[Source data]

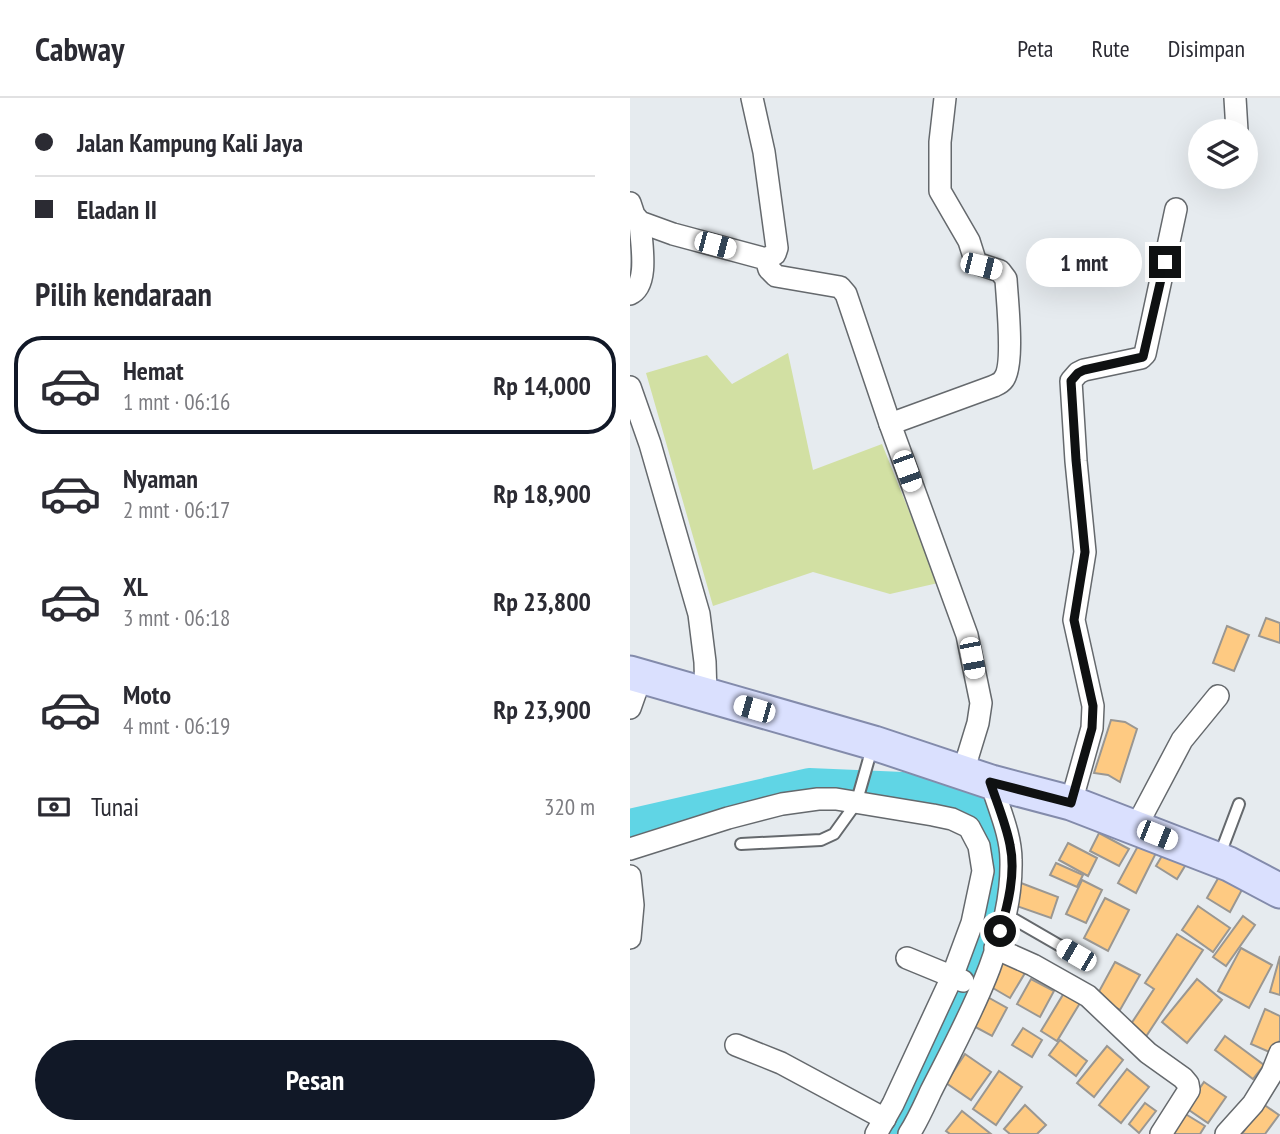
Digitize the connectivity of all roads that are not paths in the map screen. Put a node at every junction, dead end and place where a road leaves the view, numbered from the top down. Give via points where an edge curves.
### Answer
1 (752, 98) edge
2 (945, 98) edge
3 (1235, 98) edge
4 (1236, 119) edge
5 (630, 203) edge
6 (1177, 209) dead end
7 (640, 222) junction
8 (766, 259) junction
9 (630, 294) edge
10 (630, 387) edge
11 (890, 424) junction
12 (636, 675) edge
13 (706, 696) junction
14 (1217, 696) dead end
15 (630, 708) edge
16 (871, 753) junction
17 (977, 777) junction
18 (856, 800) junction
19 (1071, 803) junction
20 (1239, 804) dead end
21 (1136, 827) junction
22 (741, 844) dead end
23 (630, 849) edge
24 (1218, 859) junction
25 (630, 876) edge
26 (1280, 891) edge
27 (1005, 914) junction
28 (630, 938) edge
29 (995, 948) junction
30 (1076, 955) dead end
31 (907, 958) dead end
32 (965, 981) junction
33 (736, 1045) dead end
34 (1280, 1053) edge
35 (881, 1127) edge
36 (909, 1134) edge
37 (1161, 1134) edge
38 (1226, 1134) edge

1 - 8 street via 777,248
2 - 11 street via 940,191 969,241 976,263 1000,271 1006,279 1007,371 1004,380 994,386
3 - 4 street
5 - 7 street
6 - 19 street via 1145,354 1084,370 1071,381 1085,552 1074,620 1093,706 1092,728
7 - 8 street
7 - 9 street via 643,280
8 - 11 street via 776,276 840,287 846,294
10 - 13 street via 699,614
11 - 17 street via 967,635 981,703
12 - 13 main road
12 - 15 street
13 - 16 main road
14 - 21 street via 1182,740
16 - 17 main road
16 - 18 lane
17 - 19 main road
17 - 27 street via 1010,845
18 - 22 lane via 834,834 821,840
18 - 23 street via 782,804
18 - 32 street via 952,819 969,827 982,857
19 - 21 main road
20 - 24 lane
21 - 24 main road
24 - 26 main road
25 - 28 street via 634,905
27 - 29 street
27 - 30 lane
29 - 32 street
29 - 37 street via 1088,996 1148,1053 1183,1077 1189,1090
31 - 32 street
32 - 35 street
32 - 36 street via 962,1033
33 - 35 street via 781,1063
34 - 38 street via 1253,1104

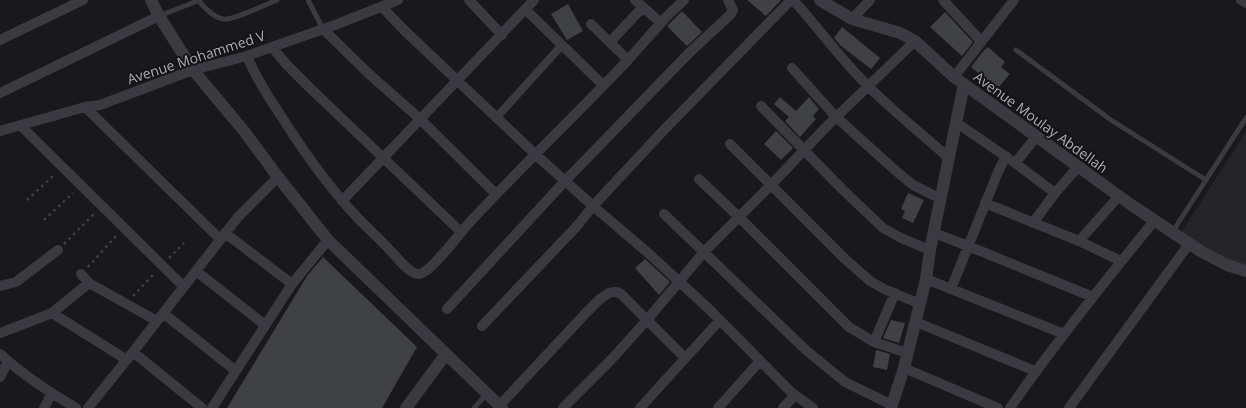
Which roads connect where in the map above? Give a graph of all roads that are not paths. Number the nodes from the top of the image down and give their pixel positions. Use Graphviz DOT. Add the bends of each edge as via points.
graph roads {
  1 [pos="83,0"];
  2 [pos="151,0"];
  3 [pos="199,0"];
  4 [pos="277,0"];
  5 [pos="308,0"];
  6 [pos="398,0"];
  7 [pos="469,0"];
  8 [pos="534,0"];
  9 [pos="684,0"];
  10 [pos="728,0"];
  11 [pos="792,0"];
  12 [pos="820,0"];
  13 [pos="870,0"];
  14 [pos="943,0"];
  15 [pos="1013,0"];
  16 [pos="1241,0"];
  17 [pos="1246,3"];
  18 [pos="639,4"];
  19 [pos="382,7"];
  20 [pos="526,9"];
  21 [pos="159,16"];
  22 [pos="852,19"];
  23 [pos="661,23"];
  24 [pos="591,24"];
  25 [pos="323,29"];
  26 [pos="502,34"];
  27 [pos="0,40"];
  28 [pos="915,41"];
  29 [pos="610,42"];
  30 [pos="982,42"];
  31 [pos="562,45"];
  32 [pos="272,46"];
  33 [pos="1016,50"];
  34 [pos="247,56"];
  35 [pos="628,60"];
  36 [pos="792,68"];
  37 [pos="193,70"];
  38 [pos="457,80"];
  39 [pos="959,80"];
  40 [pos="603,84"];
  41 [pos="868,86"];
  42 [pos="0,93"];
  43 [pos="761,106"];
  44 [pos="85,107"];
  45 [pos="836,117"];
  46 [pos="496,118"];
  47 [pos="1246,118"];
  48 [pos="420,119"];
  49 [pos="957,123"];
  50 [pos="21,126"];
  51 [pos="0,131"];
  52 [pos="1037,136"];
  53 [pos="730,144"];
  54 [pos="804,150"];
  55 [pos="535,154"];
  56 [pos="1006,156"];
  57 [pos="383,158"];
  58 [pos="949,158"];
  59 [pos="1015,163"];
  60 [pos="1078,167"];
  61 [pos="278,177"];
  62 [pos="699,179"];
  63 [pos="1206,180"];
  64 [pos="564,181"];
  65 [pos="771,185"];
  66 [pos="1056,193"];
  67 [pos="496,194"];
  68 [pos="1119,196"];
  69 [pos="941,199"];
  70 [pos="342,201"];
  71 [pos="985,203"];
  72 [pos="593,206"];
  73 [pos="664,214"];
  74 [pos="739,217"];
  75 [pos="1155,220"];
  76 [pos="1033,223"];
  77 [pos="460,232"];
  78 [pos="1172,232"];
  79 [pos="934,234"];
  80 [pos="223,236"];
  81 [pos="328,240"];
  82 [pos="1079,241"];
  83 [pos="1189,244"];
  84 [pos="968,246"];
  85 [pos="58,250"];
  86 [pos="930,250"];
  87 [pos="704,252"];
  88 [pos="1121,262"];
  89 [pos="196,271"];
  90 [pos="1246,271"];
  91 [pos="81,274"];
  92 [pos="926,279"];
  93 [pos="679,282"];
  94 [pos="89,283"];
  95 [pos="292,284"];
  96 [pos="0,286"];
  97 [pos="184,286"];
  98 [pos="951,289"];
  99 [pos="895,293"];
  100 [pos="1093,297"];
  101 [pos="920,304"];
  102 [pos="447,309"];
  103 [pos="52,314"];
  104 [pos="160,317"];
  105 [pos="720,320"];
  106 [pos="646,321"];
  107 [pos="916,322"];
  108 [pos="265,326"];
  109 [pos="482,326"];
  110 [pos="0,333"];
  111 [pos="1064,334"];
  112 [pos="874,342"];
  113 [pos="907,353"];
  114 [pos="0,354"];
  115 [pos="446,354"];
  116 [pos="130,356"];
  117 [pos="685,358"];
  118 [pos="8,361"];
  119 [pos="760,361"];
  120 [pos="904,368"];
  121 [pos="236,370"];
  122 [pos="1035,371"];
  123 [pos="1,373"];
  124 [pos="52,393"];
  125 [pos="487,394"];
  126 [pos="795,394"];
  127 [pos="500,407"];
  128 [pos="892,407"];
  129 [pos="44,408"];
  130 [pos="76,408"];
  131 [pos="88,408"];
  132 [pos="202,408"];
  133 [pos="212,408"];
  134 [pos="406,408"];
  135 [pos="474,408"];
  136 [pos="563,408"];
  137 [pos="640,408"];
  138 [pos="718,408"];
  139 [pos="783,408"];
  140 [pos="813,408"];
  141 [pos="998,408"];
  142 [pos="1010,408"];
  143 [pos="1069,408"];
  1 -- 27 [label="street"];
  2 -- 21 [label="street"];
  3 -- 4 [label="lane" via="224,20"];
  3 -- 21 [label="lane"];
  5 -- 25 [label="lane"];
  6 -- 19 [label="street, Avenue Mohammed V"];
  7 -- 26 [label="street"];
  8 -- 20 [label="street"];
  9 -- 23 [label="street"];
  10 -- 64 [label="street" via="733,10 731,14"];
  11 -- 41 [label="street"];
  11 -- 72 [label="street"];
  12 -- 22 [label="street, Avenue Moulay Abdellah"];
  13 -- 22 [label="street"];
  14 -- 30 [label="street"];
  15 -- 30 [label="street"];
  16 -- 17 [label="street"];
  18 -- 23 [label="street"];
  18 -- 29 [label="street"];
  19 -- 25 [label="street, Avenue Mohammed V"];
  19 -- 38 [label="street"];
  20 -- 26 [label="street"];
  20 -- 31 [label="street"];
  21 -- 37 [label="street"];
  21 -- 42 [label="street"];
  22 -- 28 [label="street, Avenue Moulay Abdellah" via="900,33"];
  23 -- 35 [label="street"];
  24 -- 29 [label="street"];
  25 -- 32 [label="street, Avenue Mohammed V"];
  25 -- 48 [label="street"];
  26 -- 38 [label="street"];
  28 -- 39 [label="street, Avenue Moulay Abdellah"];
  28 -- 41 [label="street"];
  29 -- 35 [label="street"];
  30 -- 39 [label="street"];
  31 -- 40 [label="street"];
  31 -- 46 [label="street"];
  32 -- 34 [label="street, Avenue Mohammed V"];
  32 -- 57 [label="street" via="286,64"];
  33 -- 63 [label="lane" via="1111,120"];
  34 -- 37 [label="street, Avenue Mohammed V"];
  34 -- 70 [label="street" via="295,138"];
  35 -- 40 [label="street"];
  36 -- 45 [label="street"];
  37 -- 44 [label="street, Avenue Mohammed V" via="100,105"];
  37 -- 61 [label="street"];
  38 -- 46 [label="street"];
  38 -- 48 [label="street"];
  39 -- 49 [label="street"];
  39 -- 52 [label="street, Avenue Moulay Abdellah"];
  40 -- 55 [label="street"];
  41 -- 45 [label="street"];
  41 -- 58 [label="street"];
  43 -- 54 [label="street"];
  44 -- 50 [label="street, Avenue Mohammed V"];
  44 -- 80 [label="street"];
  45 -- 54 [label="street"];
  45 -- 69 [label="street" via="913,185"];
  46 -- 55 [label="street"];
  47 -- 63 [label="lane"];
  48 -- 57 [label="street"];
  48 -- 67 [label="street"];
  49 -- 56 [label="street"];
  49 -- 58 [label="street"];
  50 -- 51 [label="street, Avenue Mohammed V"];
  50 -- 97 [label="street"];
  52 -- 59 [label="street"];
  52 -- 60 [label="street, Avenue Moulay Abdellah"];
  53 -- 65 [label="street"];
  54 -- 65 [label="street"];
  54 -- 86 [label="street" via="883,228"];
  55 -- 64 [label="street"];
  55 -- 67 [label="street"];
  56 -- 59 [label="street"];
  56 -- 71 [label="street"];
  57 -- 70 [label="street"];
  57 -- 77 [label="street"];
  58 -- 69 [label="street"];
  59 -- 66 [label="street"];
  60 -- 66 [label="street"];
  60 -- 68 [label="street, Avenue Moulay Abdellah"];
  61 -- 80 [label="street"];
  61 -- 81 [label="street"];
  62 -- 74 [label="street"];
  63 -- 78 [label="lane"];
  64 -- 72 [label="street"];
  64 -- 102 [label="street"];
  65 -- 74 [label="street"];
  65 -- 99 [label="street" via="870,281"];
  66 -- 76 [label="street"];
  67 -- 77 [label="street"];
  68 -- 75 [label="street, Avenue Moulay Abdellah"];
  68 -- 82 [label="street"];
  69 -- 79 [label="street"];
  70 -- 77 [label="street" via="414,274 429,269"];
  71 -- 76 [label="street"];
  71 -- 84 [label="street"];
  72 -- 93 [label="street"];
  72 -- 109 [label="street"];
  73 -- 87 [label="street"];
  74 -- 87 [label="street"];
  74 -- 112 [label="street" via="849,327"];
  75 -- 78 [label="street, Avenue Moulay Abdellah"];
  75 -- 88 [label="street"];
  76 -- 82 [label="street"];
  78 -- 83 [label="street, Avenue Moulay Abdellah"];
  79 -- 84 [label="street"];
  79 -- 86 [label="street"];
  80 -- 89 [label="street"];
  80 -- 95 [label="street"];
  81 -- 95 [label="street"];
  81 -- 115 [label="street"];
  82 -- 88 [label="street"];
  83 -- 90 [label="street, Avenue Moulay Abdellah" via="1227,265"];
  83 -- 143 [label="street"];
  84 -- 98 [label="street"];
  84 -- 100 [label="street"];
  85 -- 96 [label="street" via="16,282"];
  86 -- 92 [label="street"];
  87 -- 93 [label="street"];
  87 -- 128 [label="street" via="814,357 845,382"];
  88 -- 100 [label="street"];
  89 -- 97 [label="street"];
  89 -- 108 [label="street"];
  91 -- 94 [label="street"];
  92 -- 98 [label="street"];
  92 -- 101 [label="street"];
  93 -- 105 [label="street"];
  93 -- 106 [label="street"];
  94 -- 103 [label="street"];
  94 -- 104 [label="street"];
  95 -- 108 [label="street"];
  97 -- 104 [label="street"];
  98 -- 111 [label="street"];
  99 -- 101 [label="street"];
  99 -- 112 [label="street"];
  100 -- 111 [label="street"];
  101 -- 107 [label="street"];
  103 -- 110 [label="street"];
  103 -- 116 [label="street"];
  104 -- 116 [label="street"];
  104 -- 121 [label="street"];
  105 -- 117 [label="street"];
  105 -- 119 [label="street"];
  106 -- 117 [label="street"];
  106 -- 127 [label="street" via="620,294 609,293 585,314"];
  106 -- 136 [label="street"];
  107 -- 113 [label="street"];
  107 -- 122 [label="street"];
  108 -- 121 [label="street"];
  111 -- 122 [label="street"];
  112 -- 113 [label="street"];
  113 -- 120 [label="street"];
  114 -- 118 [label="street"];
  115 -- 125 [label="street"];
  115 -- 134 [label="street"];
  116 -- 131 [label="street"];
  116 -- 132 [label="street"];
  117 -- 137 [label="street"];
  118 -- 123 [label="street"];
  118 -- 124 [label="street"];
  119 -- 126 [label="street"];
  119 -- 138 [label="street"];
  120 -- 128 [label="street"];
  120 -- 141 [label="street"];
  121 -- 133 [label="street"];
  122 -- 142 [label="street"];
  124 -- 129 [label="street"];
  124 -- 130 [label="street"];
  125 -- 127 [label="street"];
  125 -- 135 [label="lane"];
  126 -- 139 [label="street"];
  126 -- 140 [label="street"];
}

[/Source data]
[Source data]

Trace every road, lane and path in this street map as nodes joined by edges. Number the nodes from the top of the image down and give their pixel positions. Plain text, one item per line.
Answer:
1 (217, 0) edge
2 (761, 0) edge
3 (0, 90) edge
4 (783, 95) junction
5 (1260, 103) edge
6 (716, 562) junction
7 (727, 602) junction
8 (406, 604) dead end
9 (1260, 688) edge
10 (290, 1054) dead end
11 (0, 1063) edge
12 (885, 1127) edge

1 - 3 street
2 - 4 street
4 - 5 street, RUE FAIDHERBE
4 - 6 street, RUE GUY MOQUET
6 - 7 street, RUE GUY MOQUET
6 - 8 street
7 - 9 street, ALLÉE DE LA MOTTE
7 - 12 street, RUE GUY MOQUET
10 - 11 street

[/Source data]

Work to complete:
Please go through the data above and copy each line that has the word "every".

Task output:
Digitize the connectivity of all roads that are not paths in the map screen. Put a node at every junction, dead end and place where a road leaves the view, numbered from the top down. Give via points where an edge curves.
Trace every road, lane and path in this street map as nodes joined by edges. Number the nodes from the top of the image down and give their pixel positions. Plain text, one item per line.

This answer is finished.